Your assignment — Under this task are some entries; return every one of them exactly.

Data extracts —
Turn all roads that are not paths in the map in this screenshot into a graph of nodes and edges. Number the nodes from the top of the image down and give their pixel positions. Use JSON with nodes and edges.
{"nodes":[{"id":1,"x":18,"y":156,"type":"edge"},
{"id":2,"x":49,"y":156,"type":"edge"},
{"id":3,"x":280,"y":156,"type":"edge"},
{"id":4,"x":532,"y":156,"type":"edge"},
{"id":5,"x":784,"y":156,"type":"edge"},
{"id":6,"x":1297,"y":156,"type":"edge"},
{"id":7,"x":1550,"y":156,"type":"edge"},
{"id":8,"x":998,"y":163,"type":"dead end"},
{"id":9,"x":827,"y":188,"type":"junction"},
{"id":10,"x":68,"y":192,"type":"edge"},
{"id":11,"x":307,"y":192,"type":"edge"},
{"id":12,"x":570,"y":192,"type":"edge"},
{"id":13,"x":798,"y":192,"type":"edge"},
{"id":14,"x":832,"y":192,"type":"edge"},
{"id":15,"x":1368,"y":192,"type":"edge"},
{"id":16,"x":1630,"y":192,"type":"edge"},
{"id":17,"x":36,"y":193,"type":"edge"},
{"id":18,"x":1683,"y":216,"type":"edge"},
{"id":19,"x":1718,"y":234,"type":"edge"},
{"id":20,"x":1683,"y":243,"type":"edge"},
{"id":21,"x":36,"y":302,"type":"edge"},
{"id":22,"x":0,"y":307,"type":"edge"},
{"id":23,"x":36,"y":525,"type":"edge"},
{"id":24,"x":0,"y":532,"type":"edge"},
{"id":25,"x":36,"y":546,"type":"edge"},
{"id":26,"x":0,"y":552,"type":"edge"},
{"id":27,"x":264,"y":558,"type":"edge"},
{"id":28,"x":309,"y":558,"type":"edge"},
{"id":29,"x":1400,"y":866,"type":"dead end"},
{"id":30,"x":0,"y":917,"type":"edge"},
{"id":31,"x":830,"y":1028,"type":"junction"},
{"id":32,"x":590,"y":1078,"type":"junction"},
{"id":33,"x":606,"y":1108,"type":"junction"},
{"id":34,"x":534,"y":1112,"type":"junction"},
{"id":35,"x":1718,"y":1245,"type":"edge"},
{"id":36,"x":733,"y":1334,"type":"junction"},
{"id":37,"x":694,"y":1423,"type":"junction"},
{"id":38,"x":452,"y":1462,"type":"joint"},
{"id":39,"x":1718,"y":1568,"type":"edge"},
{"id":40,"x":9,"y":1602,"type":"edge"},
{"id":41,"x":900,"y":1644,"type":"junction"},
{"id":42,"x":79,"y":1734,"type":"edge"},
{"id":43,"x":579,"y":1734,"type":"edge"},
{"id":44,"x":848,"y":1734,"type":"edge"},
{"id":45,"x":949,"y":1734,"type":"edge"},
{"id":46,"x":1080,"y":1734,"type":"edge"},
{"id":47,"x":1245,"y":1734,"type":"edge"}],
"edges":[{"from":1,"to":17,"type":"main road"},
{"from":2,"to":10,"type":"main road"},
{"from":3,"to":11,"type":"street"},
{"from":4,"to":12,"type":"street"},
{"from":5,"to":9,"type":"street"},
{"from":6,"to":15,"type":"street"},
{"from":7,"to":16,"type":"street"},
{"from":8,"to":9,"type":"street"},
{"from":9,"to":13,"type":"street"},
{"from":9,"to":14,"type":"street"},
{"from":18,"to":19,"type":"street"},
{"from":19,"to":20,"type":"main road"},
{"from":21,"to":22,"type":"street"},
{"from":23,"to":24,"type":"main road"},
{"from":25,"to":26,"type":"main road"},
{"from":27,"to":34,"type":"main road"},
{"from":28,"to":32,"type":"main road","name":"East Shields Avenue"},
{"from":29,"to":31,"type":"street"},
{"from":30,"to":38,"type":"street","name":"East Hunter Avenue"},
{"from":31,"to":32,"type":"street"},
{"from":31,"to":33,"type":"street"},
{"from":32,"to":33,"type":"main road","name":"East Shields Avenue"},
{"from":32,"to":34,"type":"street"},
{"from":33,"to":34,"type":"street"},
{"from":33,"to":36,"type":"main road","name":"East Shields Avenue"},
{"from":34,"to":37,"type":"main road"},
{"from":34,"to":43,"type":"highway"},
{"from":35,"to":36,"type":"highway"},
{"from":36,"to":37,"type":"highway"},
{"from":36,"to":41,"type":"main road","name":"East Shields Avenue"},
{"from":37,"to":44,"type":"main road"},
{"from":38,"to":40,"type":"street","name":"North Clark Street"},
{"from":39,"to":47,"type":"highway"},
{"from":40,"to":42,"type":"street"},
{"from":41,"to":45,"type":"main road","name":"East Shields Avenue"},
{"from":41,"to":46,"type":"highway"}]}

Reply —
Turn all roads that are not paths in the map in this screenshot into a graph of nodes and edges. Number the nodes from the top of the image down and give their pixel positions. Use JSON with nodes and edges.
{"nodes":[{"id":1,"x":18,"y":156,"type":"edge"},
{"id":2,"x":49,"y":156,"type":"edge"},
{"id":3,"x":280,"y":156,"type":"edge"},
{"id":4,"x":532,"y":156,"type":"edge"},
{"id":5,"x":784,"y":156,"type":"edge"},
{"id":6,"x":1297,"y":156,"type":"edge"},
{"id":7,"x":1550,"y":156,"type":"edge"},
{"id":8,"x":998,"y":163,"type":"dead end"},
{"id":9,"x":827,"y":188,"type":"junction"},
{"id":10,"x":68,"y":192,"type":"edge"},
{"id":11,"x":307,"y":192,"type":"edge"},
{"id":12,"x":570,"y":192,"type":"edge"},
{"id":13,"x":798,"y":192,"type":"edge"},
{"id":14,"x":832,"y":192,"type":"edge"},
{"id":15,"x":1368,"y":192,"type":"edge"},
{"id":16,"x":1630,"y":192,"type":"edge"},
{"id":17,"x":36,"y":193,"type":"edge"},
{"id":18,"x":1683,"y":216,"type":"edge"},
{"id":19,"x":1718,"y":234,"type":"edge"},
{"id":20,"x":1683,"y":243,"type":"edge"},
{"id":21,"x":36,"y":302,"type":"edge"},
{"id":22,"x":0,"y":307,"type":"edge"},
{"id":23,"x":36,"y":525,"type":"edge"},
{"id":24,"x":0,"y":532,"type":"edge"},
{"id":25,"x":36,"y":546,"type":"edge"},
{"id":26,"x":0,"y":552,"type":"edge"},
{"id":27,"x":264,"y":558,"type":"edge"},
{"id":28,"x":309,"y":558,"type":"edge"},
{"id":29,"x":1400,"y":866,"type":"dead end"},
{"id":30,"x":0,"y":917,"type":"edge"},
{"id":31,"x":830,"y":1028,"type":"junction"},
{"id":32,"x":590,"y":1078,"type":"junction"},
{"id":33,"x":606,"y":1108,"type":"junction"},
{"id":34,"x":534,"y":1112,"type":"junction"},
{"id":35,"x":1718,"y":1245,"type":"edge"},
{"id":36,"x":733,"y":1334,"type":"junction"},
{"id":37,"x":694,"y":1423,"type":"junction"},
{"id":38,"x":452,"y":1462,"type":"joint"},
{"id":39,"x":1718,"y":1568,"type":"edge"},
{"id":40,"x":9,"y":1602,"type":"edge"},
{"id":41,"x":900,"y":1644,"type":"junction"},
{"id":42,"x":79,"y":1734,"type":"edge"},
{"id":43,"x":579,"y":1734,"type":"edge"},
{"id":44,"x":848,"y":1734,"type":"edge"},
{"id":45,"x":949,"y":1734,"type":"edge"},
{"id":46,"x":1080,"y":1734,"type":"edge"},
{"id":47,"x":1245,"y":1734,"type":"edge"}],
"edges":[{"from":1,"to":17,"type":"main road"},
{"from":2,"to":10,"type":"main road"},
{"from":3,"to":11,"type":"street"},
{"from":4,"to":12,"type":"street"},
{"from":5,"to":9,"type":"street"},
{"from":6,"to":15,"type":"street"},
{"from":7,"to":16,"type":"street"},
{"from":8,"to":9,"type":"street"},
{"from":9,"to":13,"type":"street"},
{"from":9,"to":14,"type":"street"},
{"from":18,"to":19,"type":"street"},
{"from":19,"to":20,"type":"main road"},
{"from":21,"to":22,"type":"street"},
{"from":23,"to":24,"type":"main road"},
{"from":25,"to":26,"type":"main road"},
{"from":27,"to":34,"type":"main road"},
{"from":28,"to":32,"type":"main road","name":"East Shields Avenue"},
{"from":29,"to":31,"type":"street"},
{"from":30,"to":38,"type":"street","name":"East Hunter Avenue"},
{"from":31,"to":32,"type":"street"},
{"from":31,"to":33,"type":"street"},
{"from":32,"to":33,"type":"main road","name":"East Shields Avenue"},
{"from":32,"to":34,"type":"street"},
{"from":33,"to":34,"type":"street"},
{"from":33,"to":36,"type":"main road","name":"East Shields Avenue"},
{"from":34,"to":37,"type":"main road"},
{"from":34,"to":43,"type":"highway"},
{"from":35,"to":36,"type":"highway"},
{"from":36,"to":37,"type":"highway"},
{"from":36,"to":41,"type":"main road","name":"East Shields Avenue"},
{"from":37,"to":44,"type":"main road"},
{"from":38,"to":40,"type":"street","name":"North Clark Street"},
{"from":39,"to":47,"type":"highway"},
{"from":40,"to":42,"type":"street"},
{"from":41,"to":45,"type":"main road","name":"East Shields Avenue"},
{"from":41,"to":46,"type":"highway"}]}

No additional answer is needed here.